● Task inputs:
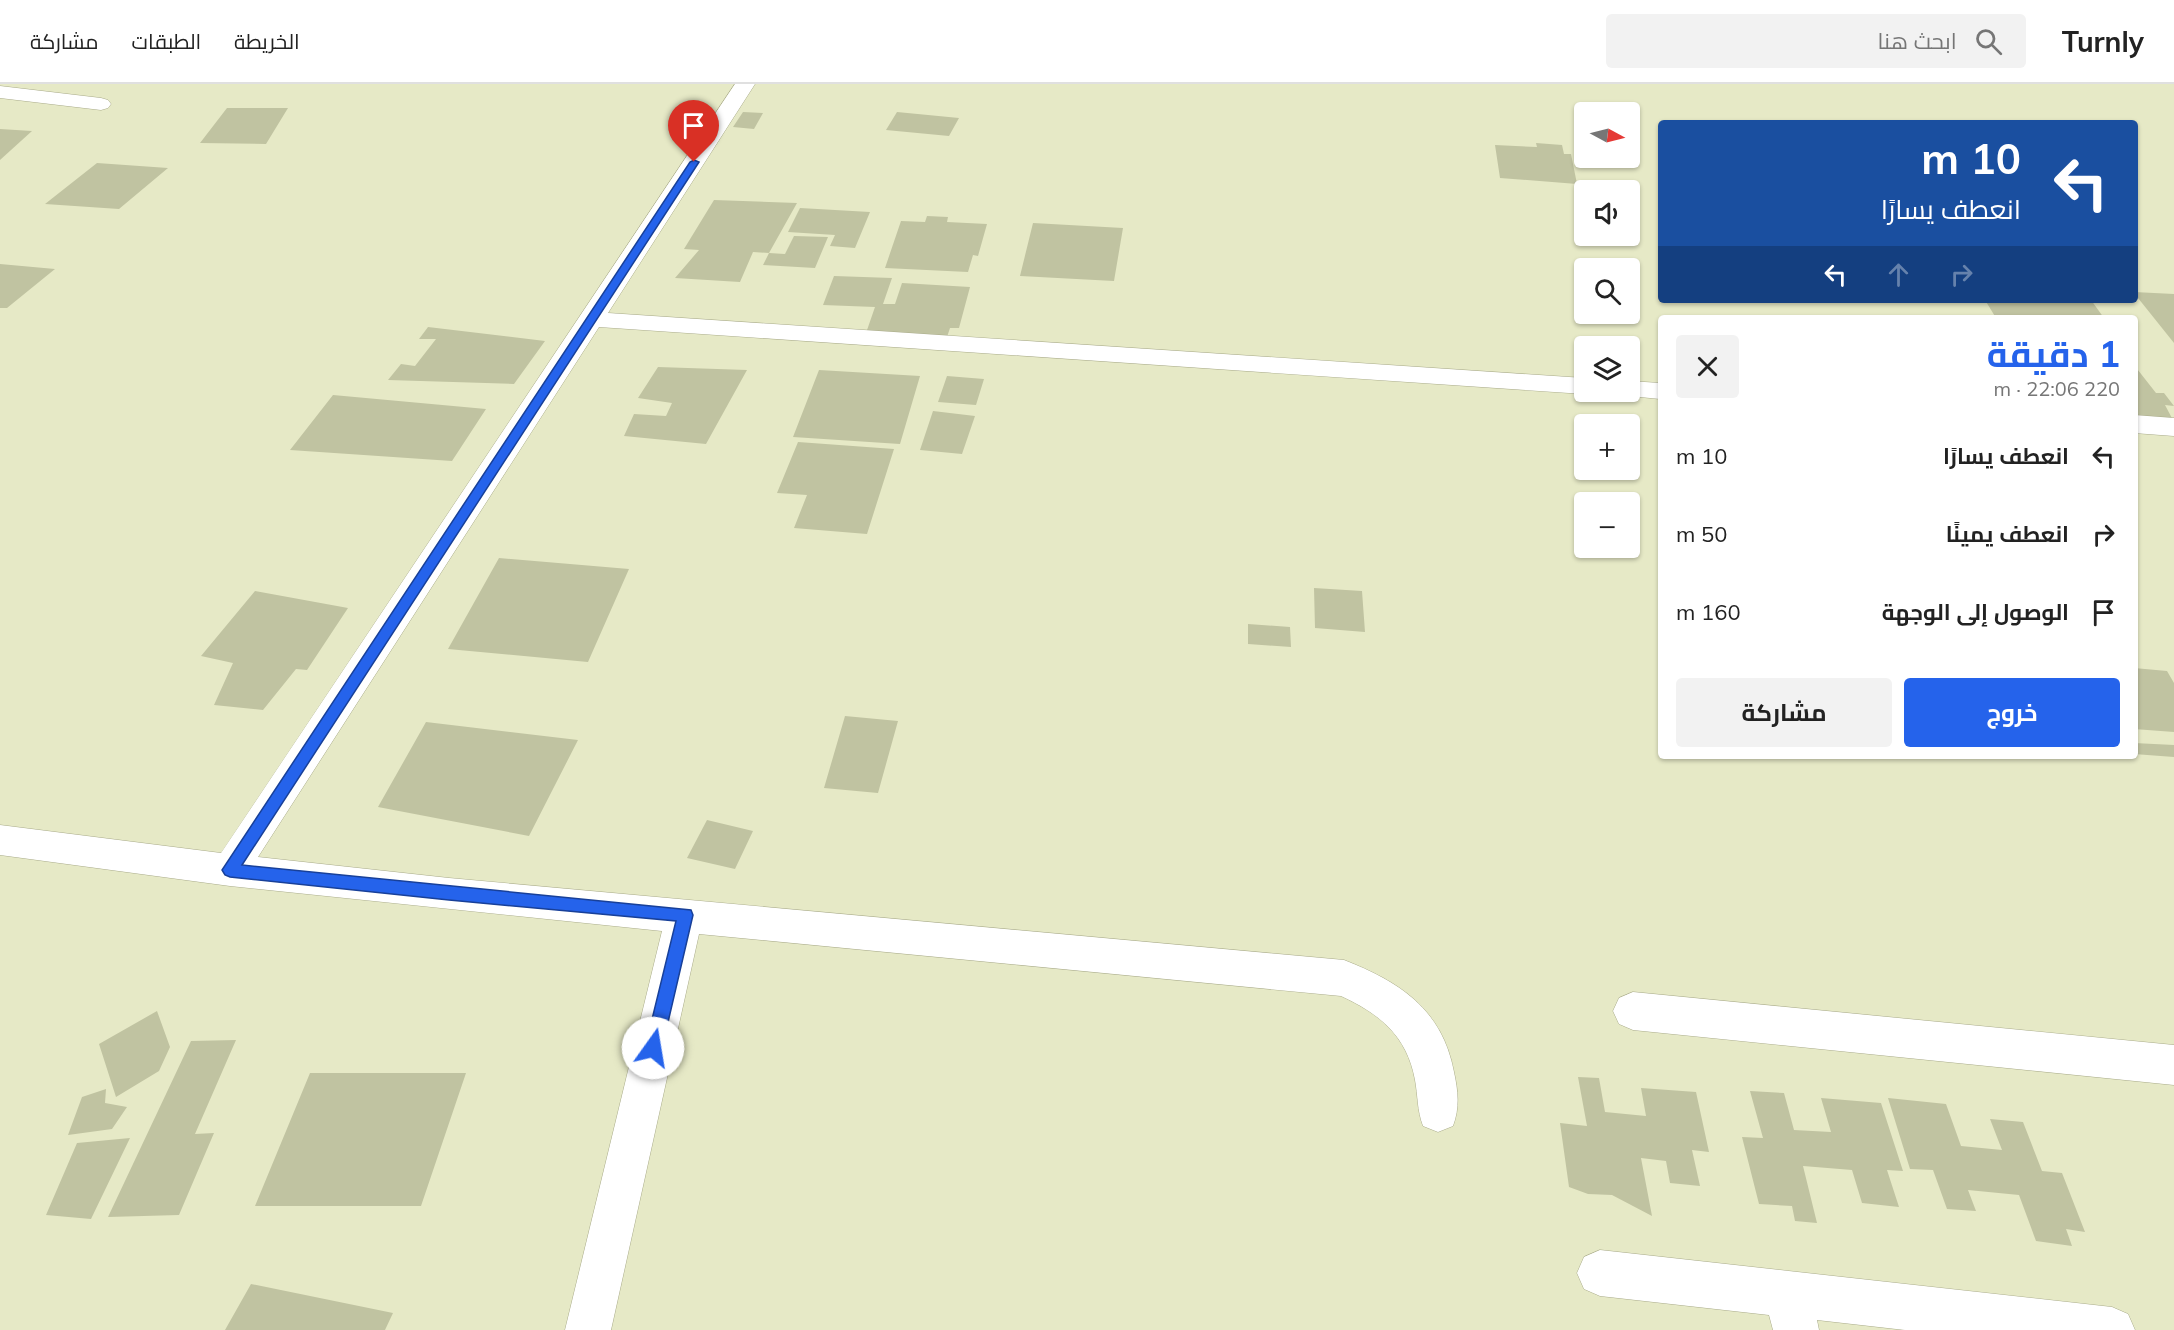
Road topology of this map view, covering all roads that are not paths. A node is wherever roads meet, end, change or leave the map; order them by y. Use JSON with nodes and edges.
{"nodes":[{"id":1,"x":746,"y":84,"type":"edge"},
{"id":2,"x":0,"y":92,"type":"edge"},
{"id":3,"x":102,"y":104,"type":"dead end"},
{"id":4,"x":591,"y":319,"type":"junction"},
{"id":5,"x":1574,"y":385,"type":"edge"},
{"id":6,"x":1640,"y":390,"type":"edge"},
{"id":7,"x":1658,"y":391,"type":"edge"},
{"id":8,"x":2138,"y":424,"type":"edge"},
{"id":9,"x":2174,"y":427,"type":"edge"},
{"id":10,"x":0,"y":840,"type":"edge"},
{"id":11,"x":230,"y":870,"type":"junction"},
{"id":12,"x":685,"y":915,"type":"junction"},
{"id":13,"x":1633,"y":1011,"type":"dead end"},
{"id":14,"x":2174,"y":1065,"type":"edge"},
{"id":15,"x":1438,"y":1111,"type":"dead end"},
{"id":16,"x":1600,"y":1273,"type":"dead end"},
{"id":17,"x":1791,"y":1312,"type":"edge"},
{"id":18,"x":588,"y":1330,"type":"edge"},
{"id":19,"x":2112,"y":1330,"type":"edge"}],
"edges":[{"from":1,"to":4,"type":"street"},
{"from":2,"to":3,"type":"street"},
{"from":4,"to":5,"type":"street"},
{"from":4,"to":11,"type":"street"},
{"from":6,"to":7,"type":"street"},
{"from":8,"to":9,"type":"street"},
{"from":10,"to":11,"type":"street"},
{"from":11,"to":12,"type":"street"},
{"from":12,"to":15,"type":"street"},
{"from":12,"to":18,"type":"street"},
{"from":13,"to":14,"type":"street"},
{"from":16,"to":17,"type":"street"},
{"from":17,"to":19,"type":"street"}]}
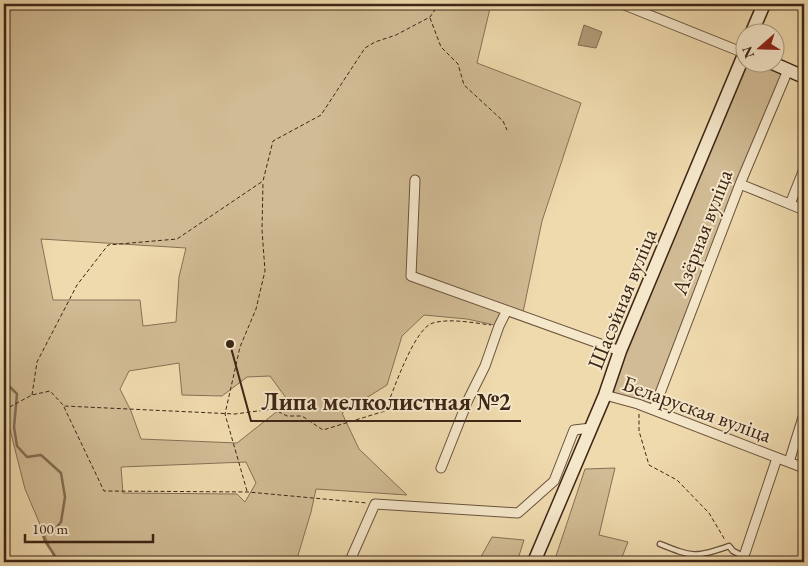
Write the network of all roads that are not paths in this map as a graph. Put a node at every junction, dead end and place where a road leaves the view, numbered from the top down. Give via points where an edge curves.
1 (622, 4) edge
2 (764, 4) edge
3 (756, 22) edge
4 (736, 48) edge
5 (788, 70) joint
6 (737, 72) edge
7 (804, 77) edge
8 (804, 169) edge
9 (415, 180) dead end
10 (740, 184) junction
11 (790, 204) junction
12 (804, 210) edge
13 (506, 312) junction
14 (620, 351) junction
15 (605, 395) junction
16 (654, 409) junction
17 (804, 414) edge
18 (591, 428) junction
19 (777, 458) junction
20 (788, 462) junction
21 (441, 468) dead end
22 (804, 468) edge
23 (660, 544) dead end
24 (352, 556) dead end
25 (742, 559) edge
26 (534, 562) edge

1 - 4 street
2 - 3 main road
5 - 7 main road
5 - 10 street, Азёрная вуліца
6 - 14 main road, Шасэйная вуліца
8 - 11 street
9 - 13 street via 411,276
10 - 11 street
10 - 16 street, Азёрная вуліца
11 - 12 street
13 - 14 street
13 - 21 street
14 - 15 main road, Шасэйная вуліца
15 - 16 street, Беларуская вуліца
15 - 18 main road, Шасэйная вуліца
16 - 19 street, Беларуская вуліца
17 - 20 street
18 - 24 street via 574,430 554,481 518,513 375,504
18 - 26 main road, Шасэйная вуліца
19 - 20 street, Беларуская вуліца
19 - 25 street
20 - 22 street, Беларуская вуліца
23 - 25 lane via 695,556 729,546

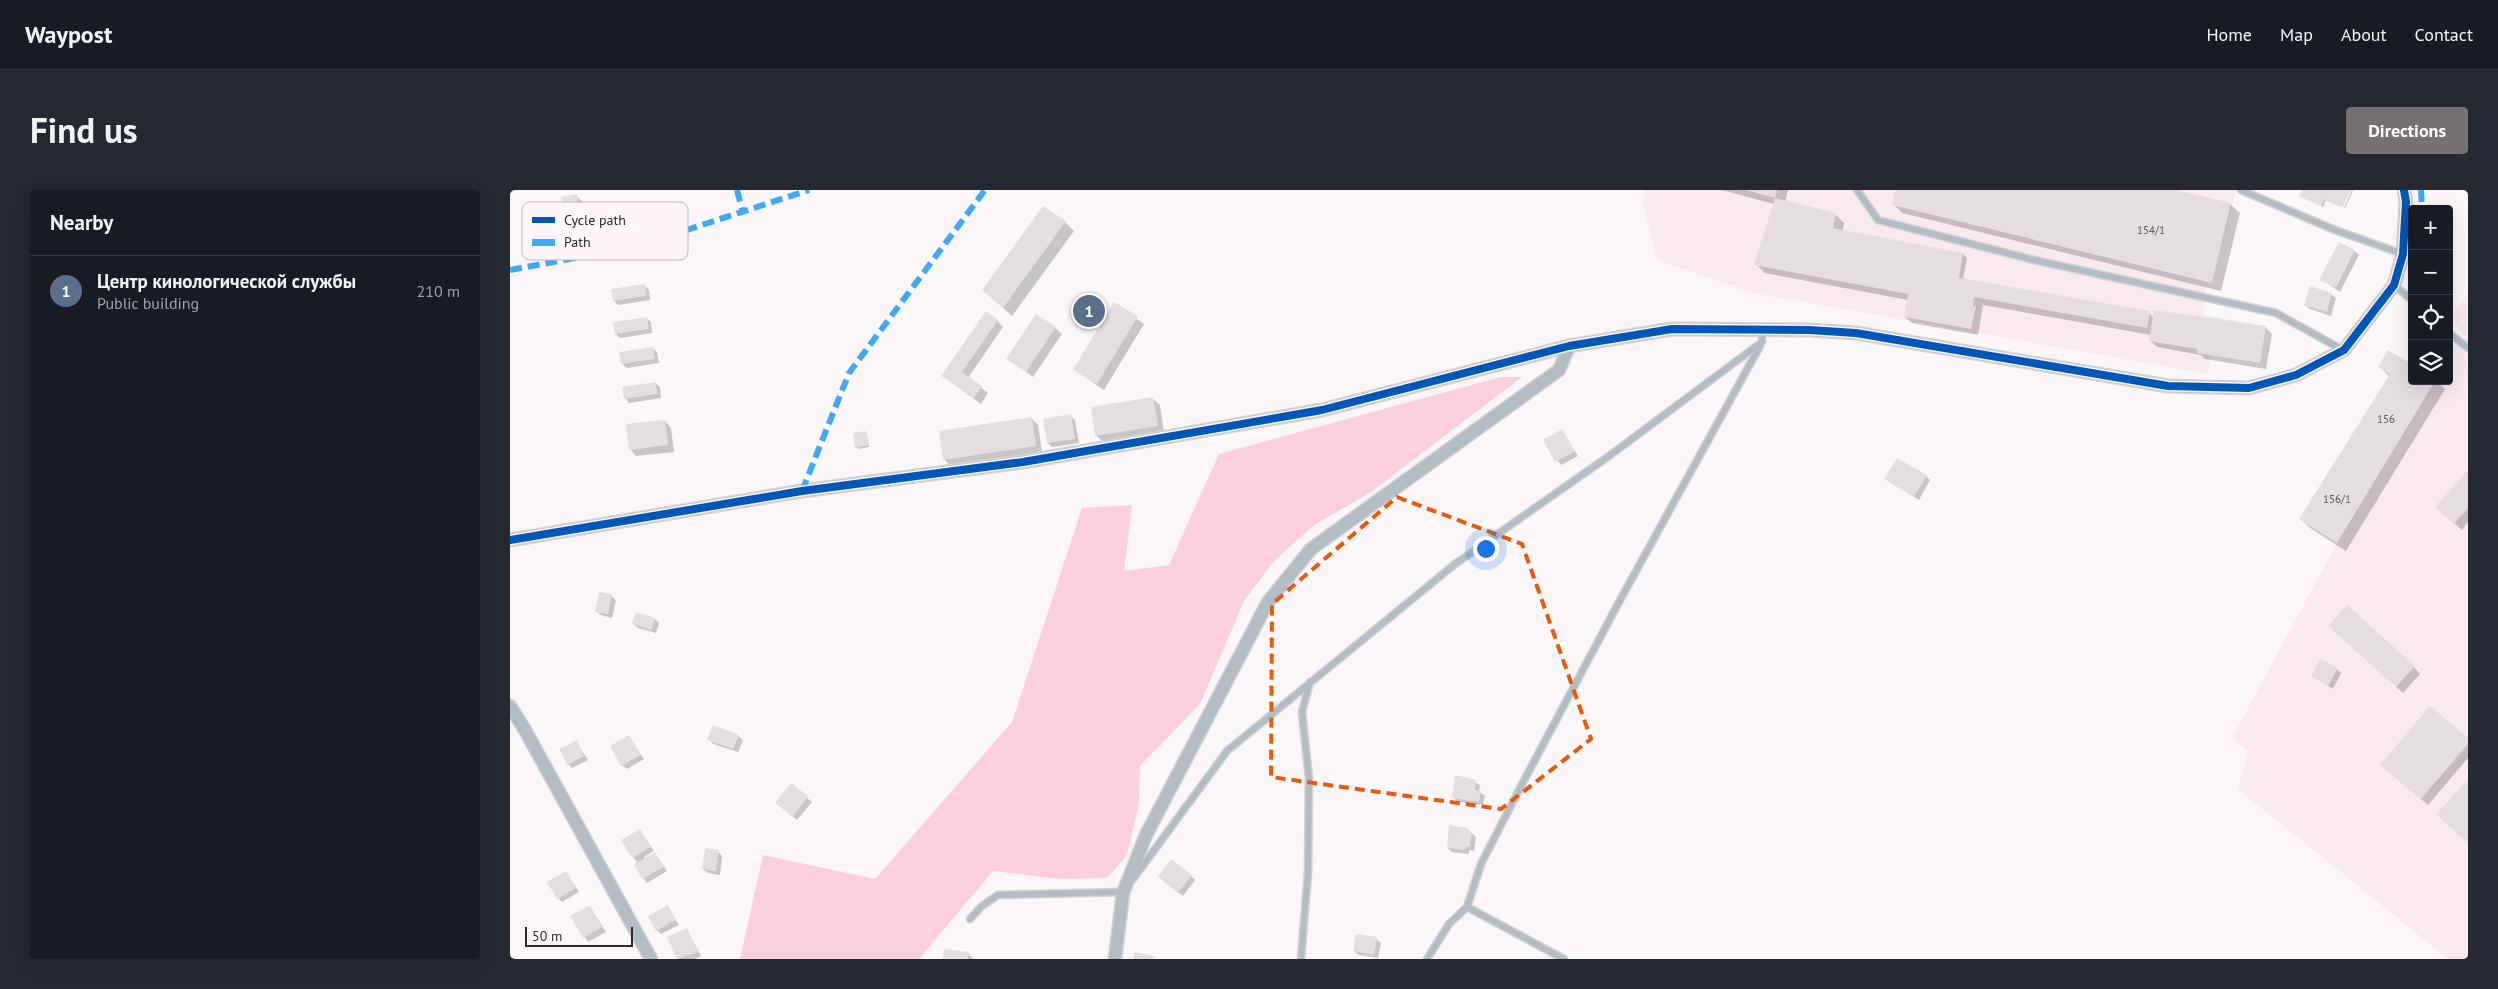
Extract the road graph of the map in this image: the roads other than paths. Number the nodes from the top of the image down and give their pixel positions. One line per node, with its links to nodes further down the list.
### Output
1 (1857, 190): 12 (lane)
2 (2242, 190): 4 (lane)
3 (2404, 190): 4 (street)
4 (2403, 254): 5 (street)
5 (2394, 285): 6 (lane); 12 (street)
6 (2408, 297)
7 (1762, 329): 9 (lane); 10 (street); 12 (street)
8 (2453, 336): 11 (lane)
9 (1762, 342): 14 (lane); 17 (lane)
10 (1569, 346): 13 (street); 16 (street)
11 (2468, 348)
12 (2344, 350)
13 (510, 540)
14 (1310, 682): 16 (lane); 21 (lane)
15 (510, 706): 19 (street)
16 (1123, 893): 18 (lane); 20 (street)
17 (1467, 907): 22 (lane); 23 (lane)
18 (970, 919)
19 (651, 959)
20 (1115, 959)
21 (1300, 959)
22 (1427, 959)
23 (1564, 959)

● Problem description:
Transcribe all the lines above exactly; any image among them is skipped.

● Solution to this problem:
Road topology of this map view, covering all roads that are not paths. A node is wherever roads meet, end, change or leave the map; order them by y. Use JSON with nodes and edges.
{"nodes":[{"id":1,"x":746,"y":84,"type":"edge"},
{"id":2,"x":0,"y":92,"type":"edge"},
{"id":3,"x":102,"y":104,"type":"dead end"},
{"id":4,"x":591,"y":319,"type":"junction"},
{"id":5,"x":1574,"y":385,"type":"edge"},
{"id":6,"x":1640,"y":390,"type":"edge"},
{"id":7,"x":1658,"y":391,"type":"edge"},
{"id":8,"x":2138,"y":424,"type":"edge"},
{"id":9,"x":2174,"y":427,"type":"edge"},
{"id":10,"x":0,"y":840,"type":"edge"},
{"id":11,"x":230,"y":870,"type":"junction"},
{"id":12,"x":685,"y":915,"type":"junction"},
{"id":13,"x":1633,"y":1011,"type":"dead end"},
{"id":14,"x":2174,"y":1065,"type":"edge"},
{"id":15,"x":1438,"y":1111,"type":"dead end"},
{"id":16,"x":1600,"y":1273,"type":"dead end"},
{"id":17,"x":1791,"y":1312,"type":"edge"},
{"id":18,"x":588,"y":1330,"type":"edge"},
{"id":19,"x":2112,"y":1330,"type":"edge"}],
"edges":[{"from":1,"to":4,"type":"street"},
{"from":2,"to":3,"type":"street"},
{"from":4,"to":5,"type":"street"},
{"from":4,"to":11,"type":"street"},
{"from":6,"to":7,"type":"street"},
{"from":8,"to":9,"type":"street"},
{"from":10,"to":11,"type":"street"},
{"from":11,"to":12,"type":"street"},
{"from":12,"to":15,"type":"street"},
{"from":12,"to":18,"type":"street"},
{"from":13,"to":14,"type":"street"},
{"from":16,"to":17,"type":"street"},
{"from":17,"to":19,"type":"street"}]}
Write the network of all roads that are not paths in this map as a graph. Put a node at every junction, dead end and place where a road leaves the view, numbered from the top down. Give via points where an edge curves.
1 (622, 4) edge
2 (764, 4) edge
3 (756, 22) edge
4 (736, 48) edge
5 (788, 70) joint
6 (737, 72) edge
7 (804, 77) edge
8 (804, 169) edge
9 (415, 180) dead end
10 (740, 184) junction
11 (790, 204) junction
12 (804, 210) edge
13 (506, 312) junction
14 (620, 351) junction
15 (605, 395) junction
16 (654, 409) junction
17 (804, 414) edge
18 (591, 428) junction
19 (777, 458) junction
20 (788, 462) junction
21 (441, 468) dead end
22 (804, 468) edge
23 (660, 544) dead end
24 (352, 556) dead end
25 (742, 559) edge
26 (534, 562) edge

1 - 4 street
2 - 3 main road
5 - 7 main road
5 - 10 street, Азёрная вуліца
6 - 14 main road, Шасэйная вуліца
8 - 11 street
9 - 13 street via 411,276
10 - 11 street
10 - 16 street, Азёрная вуліца
11 - 12 street
13 - 14 street
13 - 21 street
14 - 15 main road, Шасэйная вуліца
15 - 16 street, Беларуская вуліца
15 - 18 main road, Шасэйная вуліца
16 - 19 street, Беларуская вуліца
17 - 20 street
18 - 24 street via 574,430 554,481 518,513 375,504
18 - 26 main road, Шасэйная вуліца
19 - 20 street, Беларуская вуліца
19 - 25 street
20 - 22 street, Беларуская вуліца
23 - 25 lane via 695,556 729,546

Extract the road graph of the map in this image: the roads other than paths. Number the nodes from the top of the image down and give their pixel positions. One line per node, with its links to nodes further down the list.
### Output
1 (1857, 190): 12 (lane)
2 (2242, 190): 4 (lane)
3 (2404, 190): 4 (street)
4 (2403, 254): 5 (street)
5 (2394, 285): 6 (lane); 12 (street)
6 (2408, 297)
7 (1762, 329): 9 (lane); 10 (street); 12 (street)
8 (2453, 336): 11 (lane)
9 (1762, 342): 14 (lane); 17 (lane)
10 (1569, 346): 13 (street); 16 (street)
11 (2468, 348)
12 (2344, 350)
13 (510, 540)
14 (1310, 682): 16 (lane); 21 (lane)
15 (510, 706): 19 (street)
16 (1123, 893): 18 (lane); 20 (street)
17 (1467, 907): 22 (lane); 23 (lane)
18 (970, 919)
19 (651, 959)
20 (1115, 959)
21 (1300, 959)
22 (1427, 959)
23 (1564, 959)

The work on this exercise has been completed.